Consuming too much refined sugar can cause a spike in energy followed by a crash, which can worsen our moods. When you crave something sweet, try honey, raw-dark chocolate, fruits and dates. A combination of all works well.
Caffeine can cause water retention and bloating and enhance the intensity of headaches. Do not increase coffee consumption more than your usual intake at this time.
Alcohol can have a number of negative effects on your body. Going alcohol free during this time definitely comes with some pluses!
For example, alcohol dehydrates us, which can worsen headaches and cause bloating. It can also lead to digestive issues, such as diarrhoea and nausea.
If your stomach struggles to tolerate spicy foods or if you’re not used to eating them, it might be best to avoid them during your period.
During our periods, our bodies produces prostaglandins. These compounds help our uterus contract and get rid of the uterine lining, resulting in menstrual flow. High levels of prostaglandins cause cramps.
Red meat is high in iron, but it is also high in prostaglandins and should be avoided during menstruation. Opt for iron rich alternatives such as lentils, dark leafy vegetables and pulses.
Foods we are Knowingly Sensitive to
We have all been there-knowing we are sensitive to certain foods and reaching for them anyway!

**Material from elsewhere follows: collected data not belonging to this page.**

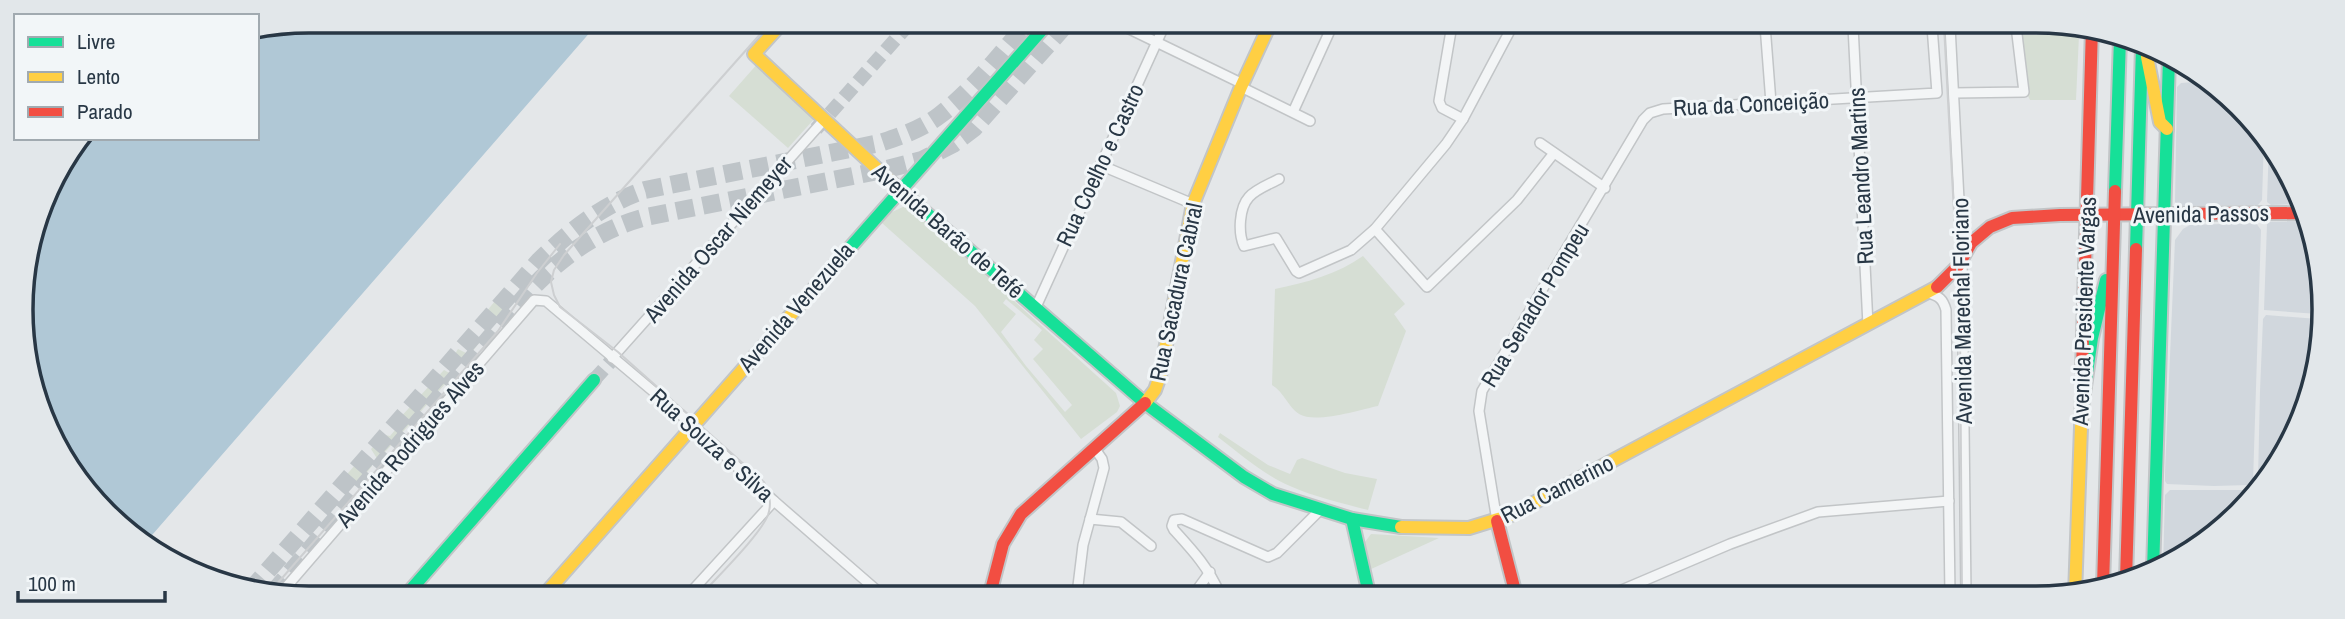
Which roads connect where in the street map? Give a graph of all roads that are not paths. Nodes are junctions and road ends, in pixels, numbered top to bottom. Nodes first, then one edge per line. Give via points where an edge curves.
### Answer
1 (773, 33) edge
2 (1039, 33) edge
3 (1138, 33) edge
4 (1161, 33) edge
5 (1266, 33) edge
6 (1329, 33) edge
7 (1450, 33) edge
8 (1509, 33) edge
9 (1766, 33) edge
10 (1853, 33) edge
11 (1933, 33) edge
12 (1951, 33) edge
13 (2017, 33) edge
14 (2092, 40) edge
15 (1157, 42) junction
16 (2120, 47) edge
17 (2144, 55) edge
18 (2146, 56) edge
19 (2169, 67) edge
20 (1242, 85) junction
21 (1954, 93) junction
22 (1858, 98) junction
23 (1771, 103) junction
24 (1293, 113) junction
25 (1650, 113) joint
26 (1463, 119) junction
27 (824, 120) junction
28 (1310, 121) dead end
29 (2167, 129) junction
30 (1540, 144) dead end
31 (1554, 153) junction
32 (1100, 165) junction
33 (1279, 179) dead end
34 (1605, 188) junction
35 (900, 190) junction
36 (1193, 204) junction
37 (2294, 213) edge
38 (2136, 215) junction
39 (2087, 216) junction
40 (2114, 216) junction
41 (2164, 216) junction
42 (1375, 229) junction
43 (2113, 255) junction
44 (1962, 258) junction
45 (1954, 270) joint
46 (1926, 293) junction
47 (541, 299) joint
48 (1036, 307) junction
49 (1868, 325) junction
50 (612, 358) junction
51 (594, 380) tunnel mouth
52 (1145, 403) junction
53 (2081, 407) junction
54 (692, 426) junction
55 (1096, 449) junction
56 (774, 500) junction
57 (1949, 501) junction
58 (1320, 510) junction
59 (1090, 519) junction
60 (1352, 519) junction
61 (1497, 520) junction
62 (1151, 546) dead end
63 (2152, 560) edge
64 (2126, 570) edge
65 (1210, 572) junction
66 (2103, 577) edge
67 (2075, 582) edge
68 (288, 585) edge
69 (414, 586) edge
70 (552, 586) edge
71 (696, 586) edge
72 (872, 586) edge
73 (992, 586) edge
74 (1078, 586) edge
75 (1200, 586) edge
76 (1216, 586) edge
77 (1367, 586) edge
78 (1514, 586) edge
79 (1631, 586) edge
80 (1950, 586) edge
81 (1966, 586) edge

1 - 27 main road, Avenida Barão de Tefé via 754,54
2 - 35 main road, Avenida Venezuela
3 - 15 street
4 - 15 street, Rua Coelho e Castro
5 - 20 main road, Rua Sacadura Cabral
6 - 24 street
7 - 26 street via 1439,101 1442,108
8 - 26 street
9 - 23 street
10 - 22 street, Rua Leandro Martins
11 - 22 street, Rua da Conceição via 1937,93
12 - 21 street, Avenida Marechal Floriano
13 - 21 street via 2024,92
14 - 39 main road, Avenida Presidente Vargas
15 - 20 street
15 - 32 street, Rua Coelho e Castro
16 - 40 main road, Avenida Presidente Vargas
17 - 38 main road
18 - 29 main road via 2160,122
19 - 29 main road
20 - 24 street
20 - 36 main road, Rua Sacadura Cabral
21 - 44 street, Avenida Marechal Floriano
22 - 23 street, Rua da Conceição
22 - 49 street, Rua Leandro Martins
23 - 25 street, Rua da Conceição via 1662,108
24 - 28 street
25 - 34 street, Rua Senador Pompeu
26 - 42 street
27 - 35 main road, Avenida Barão de Tefé
27 - 50 street, Avenida Oscar Niemeyer
29 - 41 main road
30 - 31 street
31 - 34 street
31 - 42 street via 1517,200 1427,287
32 - 36 street
32 - 48 street, Rua Coelho e Castro
33 - 42 street via 1245,203 1240,233 1244,246 1276,238 1296,271 1302,273 1351,250
34 - 61 street, Rua Senador Pompeu via 1482,391 1479,411
35 - 48 main road, Avenida Barão de Tefé
35 - 54 main road, Avenida Venezuela
36 - 52 main road, Rua Sacadura Cabral via 1160,376
37 - 41 main road, Avenida Passos
38 - 40 main road, Avenida Passos
38 - 41 main road, Avenida Passos
38 - 64 main road
39 - 40 main road, Avenida Passos
39 - 44 main road, Avenida Passos via 2012,218 1990,227
39 - 53 main road, Avenida Presidente Vargas
40 - 43 main road, Avenida Presidente Vargas
41 - 63 main road
43 - 53 main road
43 - 66 main road, Avenida Presidente Vargas
44 - 45 main road, Avenida Passos
44 - 81 street, Avenida Marechal Floriano
45 - 46 main road, Rua Camerino
46 - 49 main road, Rua Camerino
46 - 57 street, Avenida Marechal Floriano via 1936,295 1946,310
47 - 50 street, Rua Souza e Silva
47 - 68 street, Avenida Rodrigues Alves via 534,300
48 - 52 main road, Avenida Barão de Tefé
49 - 61 main road, Rua Camerino
50 - 54 street, Rua Souza e Silva
51 - 69 main road
52 - 55 main road, Rua Sacadura Cabral
52 - 58 main road, Rua Camerino via 1259,486
53 - 67 main road, Avenida Presidente Vargas
54 - 56 street, Rua Souza e Silva
54 - 70 main road, Avenida Venezuela
55 - 59 street via 1104,468
55 - 73 main road, Rua Sacadura Cabral via 1021,514 1003,544
56 - 71 street
56 - 72 street, Rua Souza e Silva
57 - 79 street via 1818,512
57 - 80 street, Avenida Marechal Floriano
58 - 60 main road, Rua Camerino
58 - 65 street via 1268,557 1182,519 1172,523
59 - 62 street via 1121,522
59 - 74 street
60 - 61 main road, Rua Camerino via 1431,529 1469,528
60 - 77 main road
61 - 78 main road, Rua Senador Pompeu
65 - 75 street
65 - 76 street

If you do have known food sensitivities, really try and avoid these foods during your period.
We recommend, at this time of your month, look after yourself especially well and create a couple of wellbeing days, just for you.
The Menstrual cycle is one of life's beautiful cycles and when we tap into our womb space, providing love and support, magical things can happen!
It is after all, the space in which all life begins.